PROBLEM DESCRIPTION:
Take every line in the entries that includes the word "Allégret" and copy it.

Stored data entries:

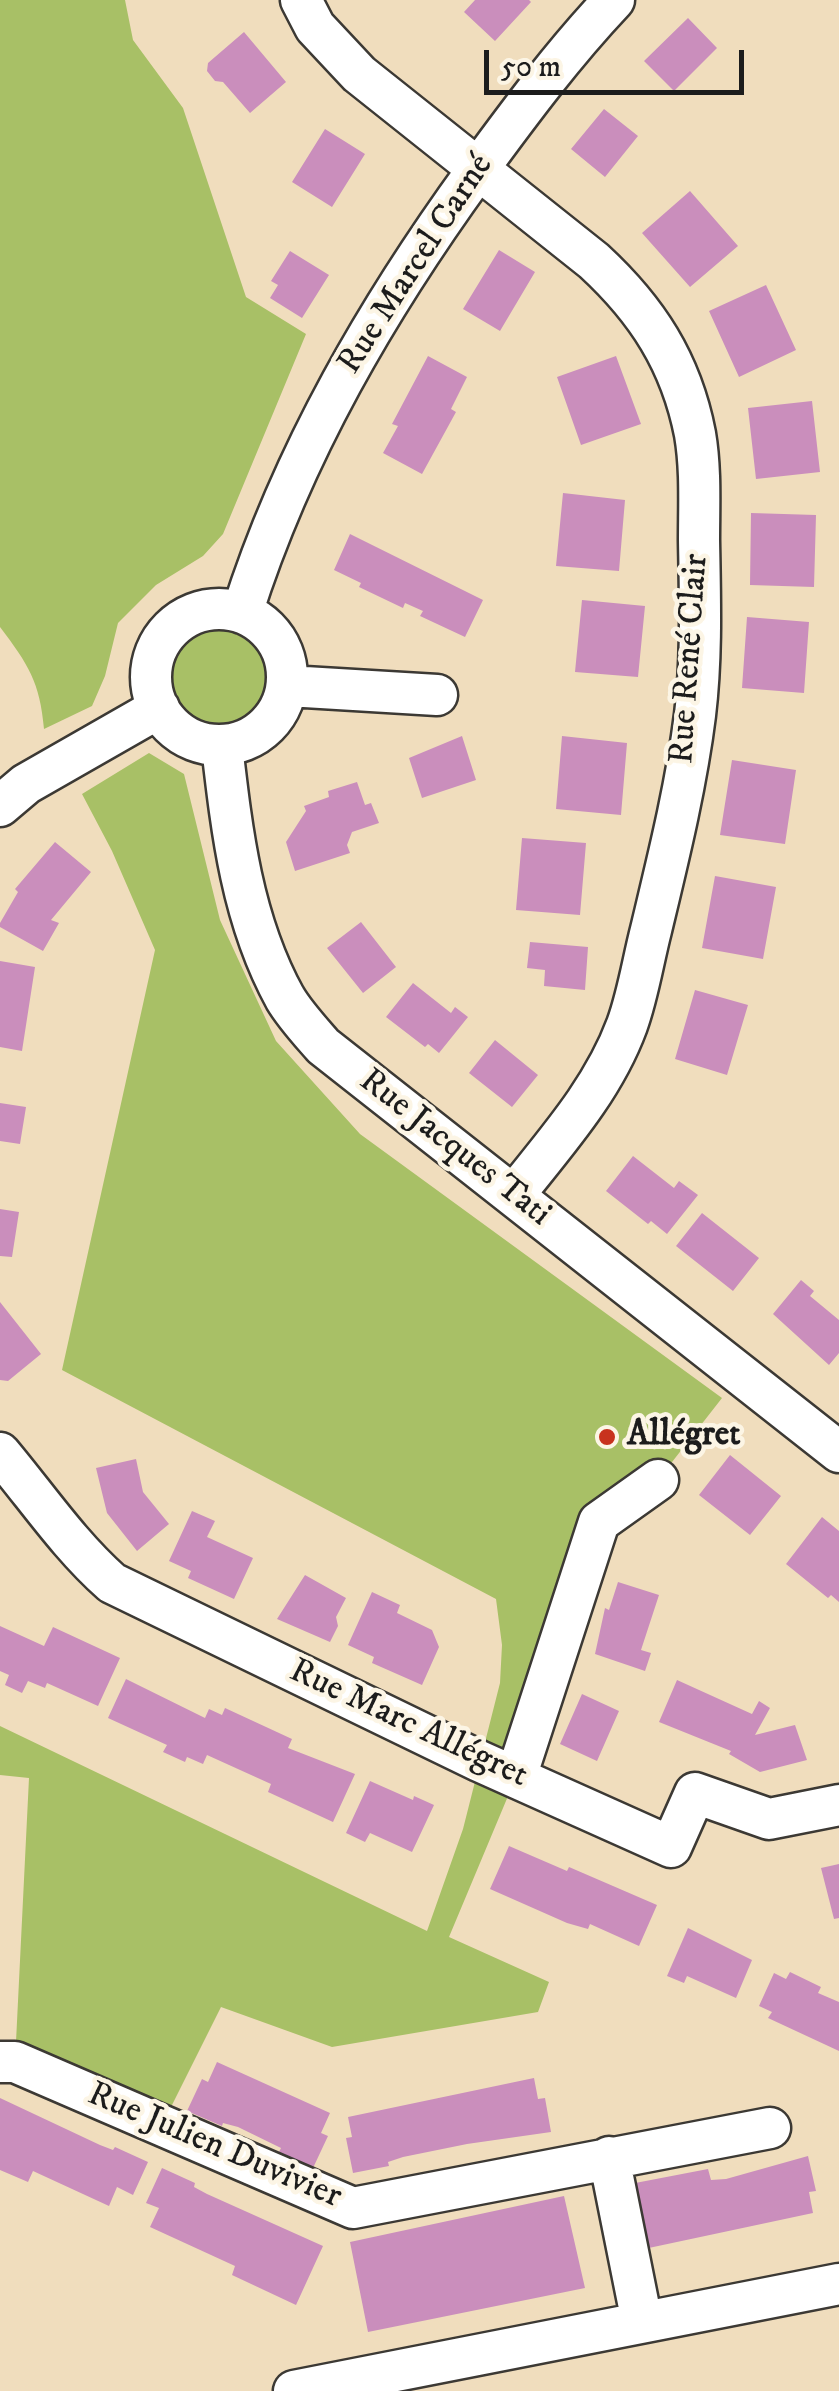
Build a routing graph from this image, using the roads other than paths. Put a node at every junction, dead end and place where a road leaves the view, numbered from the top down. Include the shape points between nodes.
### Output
1 (301, 0) edge
2 (614, 0) edge
3 (478, 170) junction
4 (242, 613) junction
5 (288, 686) junction
6 (437, 695) dead end
7 (158, 708) junction
8 (222, 746) junction
9 (0, 806) edge
10 (514, 1195) junction
11 (837, 1446) edge
12 (0, 1453) edge
13 (658, 1480) dead end
14 (516, 1777) junction
15 (839, 1805) edge
16 (0, 2062) edge
17 (770, 2128) dead end
18 (609, 2157) junction
19 (839, 2284) edge
20 (642, 2322) junction
21 (294, 2391) edge

1 - 3 street, Rue René Clair via 315,27 360,74
2 - 3 street, Rue Marcel Carné
3 - 4 street, Rue Marcel Carné via 393,291 340,384 274,525
3 - 10 street, Rue René Clair via 594,261 655,328 695,435 700,493 695,713 628,1024 586,1102
4 - 5 street via 280,645
4 - 7 street via 198,612 168,632 152,664
5 - 6 street
5 - 8 street via 266,728
7 - 8 street via 188,738
7 - 9 street
8 - 10 street, Rue Jacques Tati via 243,894 287,1002 323,1046
10 - 11 street, Rue Jacques Tati
12 - 14 street, Rue Marc Allégret via 78,1553 112,1583
13 - 14 street via 599,1522
14 - 15 street, Rue Marc Allégret via 672,1847 695,1792 769,1820
16 - 18 street, Rue Julien Duvivier via 15,2062 353,2208
17 - 18 street, Rue Julien Duvivier
18 - 20 street
19 - 20 street
20 - 21 street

EXERCISE SOLUTION:
12 - 14 street, Rue Marc Allégret via 78,1553 112,1583
14 - 15 street, Rue Marc Allégret via 672,1847 695,1792 769,1820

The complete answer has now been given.